Poutiainen schlägt Österreicherinnen
publiziert: Freitag, 15. Feb 2008 / 16:26 Uhr / aktualisiert: Freitag, 15. Feb 2008 / 19:54 Uhr

Die Finnin Tanja Poutiainen überholte im Slalom von Zagreb die beiden nach dem 1. Lauf führenden Österreicherinnen Marlies Schild und Nicole Hosp und feierte ihren 7. Weltcupsieg. Sandra Gini wurde als beste einer starken Schweizer Mannschaft Elfte.

Damit glich Poutiainen im Zagreb-Duell mit Marlies Schild auf 2:2 aus. Bisher hatten nur diese beiden Fahrerinnen am Zagreber Hausberg «Sljeme» gewonnen. Poutiainen siegte 2005, Schild 2006 und 2007. Seit ihrem Triumph vor drei Jahren hatte die Finnin keinen einzigen Slalom mehr gewonnen.

Die grosse Verliererin war Nicole Hosp, die ausschied und damit auch die Gelegenheit vergab, sich im Gesamtweltcup von (der abwesenden) Lindsey Vonn abzusetzen. Die zwei sind weiterhin punktgleich. Überdies musste Hosp im Slalom-Weltcup die Führung an ihre Teamkollegin Marlies Schild abtreten.

Positive Schweizer Bilanz

Obwohl Aline Bonjour als stärkste Fahrerin im ersten Lauf (11.) ausfiel, hinterliess die Schweizer Mannschaft einen überzeugenden Eindruck. Drei klassierten sich in den Top 20.

Und wäre auch Bonjour durchgekommen, die sich auf dem Weg zu einer absoluten Top-Klassierung befand, wäre sogar ein Jahrzehnt-Ergebnis realisiert worden. Seit Mitte der Neunziger Jahren waren nie mehr vier Schweizerinnen in einem Slalom unter den ersten 20 klassiert gewesen.
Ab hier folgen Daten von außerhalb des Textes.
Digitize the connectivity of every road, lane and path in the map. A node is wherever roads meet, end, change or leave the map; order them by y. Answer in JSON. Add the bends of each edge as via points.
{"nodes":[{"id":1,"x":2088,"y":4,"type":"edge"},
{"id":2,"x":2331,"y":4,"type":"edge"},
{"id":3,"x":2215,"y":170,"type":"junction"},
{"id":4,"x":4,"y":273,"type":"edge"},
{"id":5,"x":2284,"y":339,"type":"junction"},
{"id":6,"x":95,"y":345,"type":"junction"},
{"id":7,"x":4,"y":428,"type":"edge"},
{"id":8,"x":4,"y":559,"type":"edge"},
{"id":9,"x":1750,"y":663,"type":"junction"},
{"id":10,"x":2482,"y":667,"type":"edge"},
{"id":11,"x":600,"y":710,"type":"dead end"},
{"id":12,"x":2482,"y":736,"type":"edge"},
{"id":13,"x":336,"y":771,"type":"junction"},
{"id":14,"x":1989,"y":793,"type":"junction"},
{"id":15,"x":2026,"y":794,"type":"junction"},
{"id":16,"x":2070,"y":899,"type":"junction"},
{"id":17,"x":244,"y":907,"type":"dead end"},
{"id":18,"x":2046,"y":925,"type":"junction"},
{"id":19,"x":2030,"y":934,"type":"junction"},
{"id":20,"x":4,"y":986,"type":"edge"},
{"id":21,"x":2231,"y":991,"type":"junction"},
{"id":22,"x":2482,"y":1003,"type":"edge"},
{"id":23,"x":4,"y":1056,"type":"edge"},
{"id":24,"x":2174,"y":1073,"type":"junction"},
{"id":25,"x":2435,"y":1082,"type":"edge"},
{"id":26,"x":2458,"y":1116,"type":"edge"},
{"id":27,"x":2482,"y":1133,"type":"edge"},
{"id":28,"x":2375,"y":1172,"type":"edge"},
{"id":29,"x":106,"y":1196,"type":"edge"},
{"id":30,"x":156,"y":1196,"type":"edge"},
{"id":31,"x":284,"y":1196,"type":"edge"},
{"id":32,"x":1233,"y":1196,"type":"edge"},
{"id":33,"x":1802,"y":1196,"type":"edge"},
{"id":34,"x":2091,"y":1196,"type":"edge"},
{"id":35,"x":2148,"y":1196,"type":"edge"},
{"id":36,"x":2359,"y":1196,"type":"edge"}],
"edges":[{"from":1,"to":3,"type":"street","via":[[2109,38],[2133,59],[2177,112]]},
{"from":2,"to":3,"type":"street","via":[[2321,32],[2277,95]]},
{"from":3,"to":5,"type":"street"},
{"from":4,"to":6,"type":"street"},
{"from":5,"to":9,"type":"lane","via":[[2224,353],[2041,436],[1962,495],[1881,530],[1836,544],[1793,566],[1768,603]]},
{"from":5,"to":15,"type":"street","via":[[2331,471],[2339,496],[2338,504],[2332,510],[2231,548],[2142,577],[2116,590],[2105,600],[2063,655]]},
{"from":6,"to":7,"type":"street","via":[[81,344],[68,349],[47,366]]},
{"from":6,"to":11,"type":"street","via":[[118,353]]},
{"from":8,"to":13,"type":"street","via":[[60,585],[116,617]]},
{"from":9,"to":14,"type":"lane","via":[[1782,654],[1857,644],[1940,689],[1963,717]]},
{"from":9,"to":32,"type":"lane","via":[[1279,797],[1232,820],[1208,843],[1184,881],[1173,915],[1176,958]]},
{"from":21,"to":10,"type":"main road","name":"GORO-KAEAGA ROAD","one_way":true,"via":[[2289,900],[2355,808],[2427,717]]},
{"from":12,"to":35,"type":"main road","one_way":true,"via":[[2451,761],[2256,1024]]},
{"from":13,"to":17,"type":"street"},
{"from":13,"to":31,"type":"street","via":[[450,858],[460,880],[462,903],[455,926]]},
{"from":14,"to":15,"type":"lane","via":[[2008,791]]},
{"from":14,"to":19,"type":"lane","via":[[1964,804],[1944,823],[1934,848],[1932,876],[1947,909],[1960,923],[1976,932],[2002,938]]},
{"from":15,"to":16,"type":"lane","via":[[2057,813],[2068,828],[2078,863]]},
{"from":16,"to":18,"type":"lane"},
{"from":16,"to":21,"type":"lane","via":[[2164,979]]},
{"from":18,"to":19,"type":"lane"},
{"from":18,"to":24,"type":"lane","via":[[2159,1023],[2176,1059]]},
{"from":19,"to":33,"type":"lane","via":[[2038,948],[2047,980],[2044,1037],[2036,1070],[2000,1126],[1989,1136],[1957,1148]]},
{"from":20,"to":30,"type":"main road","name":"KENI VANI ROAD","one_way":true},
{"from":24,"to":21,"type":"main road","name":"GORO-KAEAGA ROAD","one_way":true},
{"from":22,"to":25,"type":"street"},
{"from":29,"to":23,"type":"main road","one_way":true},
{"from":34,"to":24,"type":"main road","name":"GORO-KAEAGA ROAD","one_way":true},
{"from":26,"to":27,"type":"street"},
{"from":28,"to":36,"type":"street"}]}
Aber auch so darf sich die Bilanz sehen lassen. Sandra Gini fuhr zum dritten Mal in diesem Winter ins erste Dutzend und rückt damit in die erste Startgruppe vor. Seit Sonja Nef im Jahr 2003 war nie mehr eine Schweizerin so gut positioniert. Célina Hangl verpasste als 14. ihr persönliches Bestergebnis nur um einen Rang. Und die Engelbergerin Denise Feierabend gab als 18. einen überwältigenden Einstand im Weltcup.

Hangl und Feierband sind noch nicht einmal 19 Jahre alt. Sie wurden lediglich übertroffenen von einer andern Fahrerin mit Jahrgang 1989, dem norwegischen Supertalent Nina Löseth, das den 5. Platz belegte. Sonst waren alle Finalistinnen deutlich jünger. Noch vor einem Jahr besass Swiss-Ski lediglich drei Startplätze. Jetzt durften bereits wieder sieben fahren, und dank Feierabend gibt es sogar einen 8. Startplatz - ein bemerkenswerter Leistungsausweis für die gute Arbeit der Trainer-Crew.

Gesamtklassement:
1. Poutiainen 1:52,83. 2. Schild 0,52 zurück. 3. Zuzulova 0,68. 4. Kathrin Zettel (Ö) 0,89. 5. Nina Löseth (No) 1,34. 6. Sarka Zahrobska (Tsch) 1,57. 7. Manuela Mölgg (It) 1,60. 8. Maria Pietilä-Holmner (Sd) 1,88. 9. Therese Borssen (Sd) 1,91. 10. Monika Bergmann (De) 2,27.

11. Gini 2,68. 12. Anja Pärson (Sd) 3,09. 13. Fanny Chmelar (De) 3,36. 14. Hangl 3,49. 15. Nika Fleiss (Kro) 3,59. 16. Susanne Riesch (De) 3,64. 17. Elisabeth Görgl (Ö) 3,88. 18. Denise Feierabend (Sz) 4,22. 19. Anna Goodman (Ka) 4,56. 20. Marina Nigg (Lie) 4,57.

21. Annalisa Ceresa (It) 4,78. 22. Veronica Smed (Sd) 5,50. 23. Caroline Fernsebner (De) 5,73. 24. Frida Hansdotter (Sd) 7,59. 25. Aline Bonjour (Sz) 7,76. 26. Simone Streng (Ö) 8,11.